Thursday, March 15, 2018

"Thoughts and prayers" for social problems

Christopher Stroop takes a look at the image of Billy Graham the Moderate in (appropriately? ironically?) Playboy, In Billy We Trust? How "America's Pastor" Birthed Our New Theocratic Wave 02/23/2018. Stroop describes himself in this article as part of the "the ex-evangelical community." His article has a tone of a convert away from a cause that he experienced as harmful. But he has real insight into fundamentalist culture, and is careful with facts.

He reminds us of what a large role Graham played in building the conservative version of the Cold War outlook, which had a heavy religious component. Although distinguishing the conservative from the liberal version would be a challenging undertaking. The liberal Cold Warriors had their own Christian theologian, Reinhold Niebuhr, who actually had some important practical perspectives in his foreign policy vision known as Christian realism.

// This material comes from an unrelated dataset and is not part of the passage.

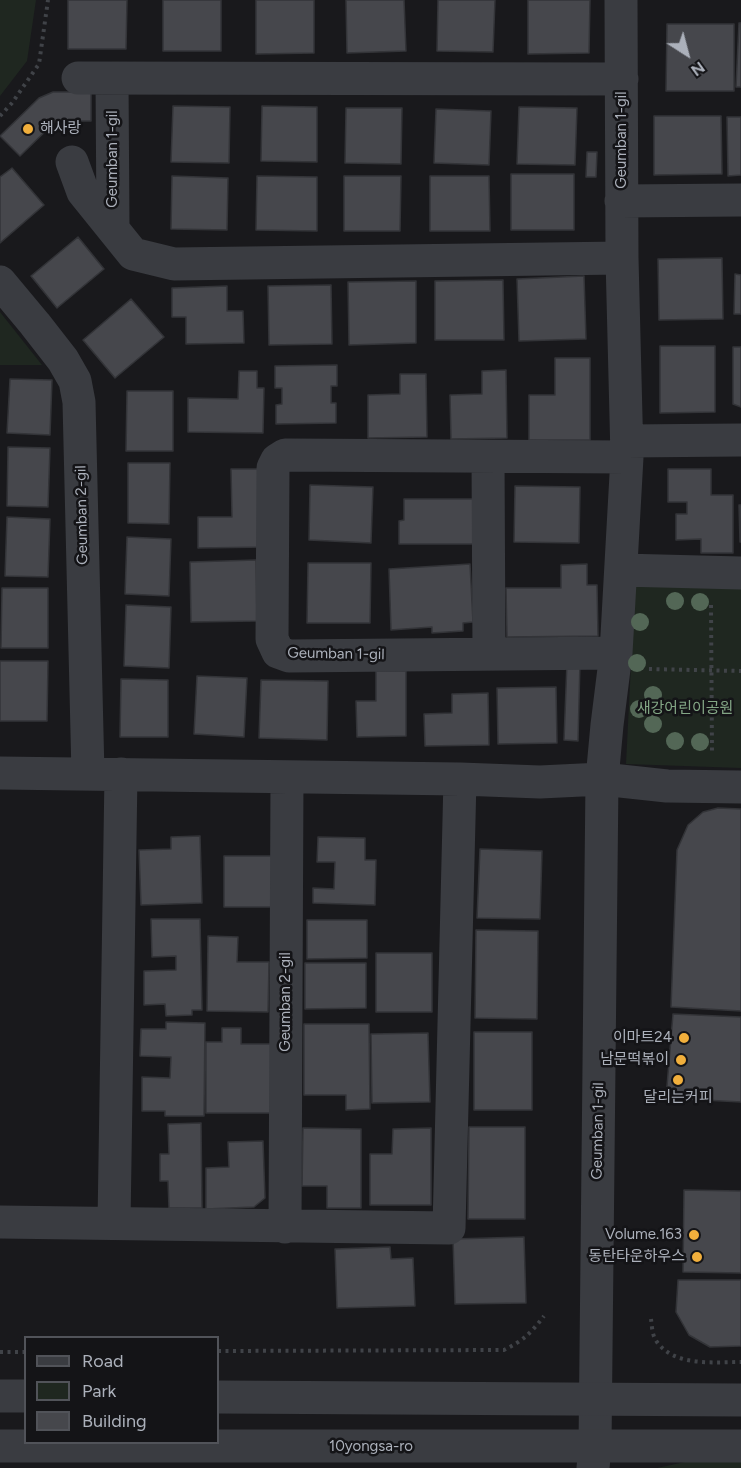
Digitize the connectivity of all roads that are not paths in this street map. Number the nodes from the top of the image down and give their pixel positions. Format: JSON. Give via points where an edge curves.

Although Niebuhr own view of Soviet Communism was highly ideological, too.

Stroop also talks about how Billy Graham's public religiosity affected the contemporary versions of his son Franklin and of former alleged moderate Rick Warren. And he argues, "Radically conservative, mostly white evangelicals like Rick Warren and Franklin Graham are largely responsible for America being stuck with a thrice-married brash billionaire who brags about sexual assault as president."

I like Stroop's description of I've started to call the conservative evangelical "thoughts and prayers" position on social problems they don't want solved:
In a famous 1958 sermon, “What’s Wrong with the World?”, Billy Graham lamented that America had “rejected God’s simple program ... We’re not really living for Christ.” He insisted that “The race problem is a symptom. War is a symptom. Crime is a symptom.” A symptom of what? “Sin,” according to Graham, the “disease” inherent in “man’s nature.” In the same sermon, Graham decried the United Nations for not opening its meetings in prayer. His actions in respect to race were also in line with this way of thinking. While Graham did indeed bail Martin Luther King, Jr. out of jail, he also opposed King’s calls for civil disobedience.

Billy Graham never moved past this ideology. In 2012, for example, he wrote, “the farther we get from God, the more the world spirals out of control.” And how exactly had America moved away from God? Broadly, by embracing “the idolatry of worshiping false gods such as technology and sex,” and more specifically by limiting the ability of police chaplains in some locales to pray in Jesus’s name. Oh and, of course, abortion. Since the late 1970s, it’s always abortion.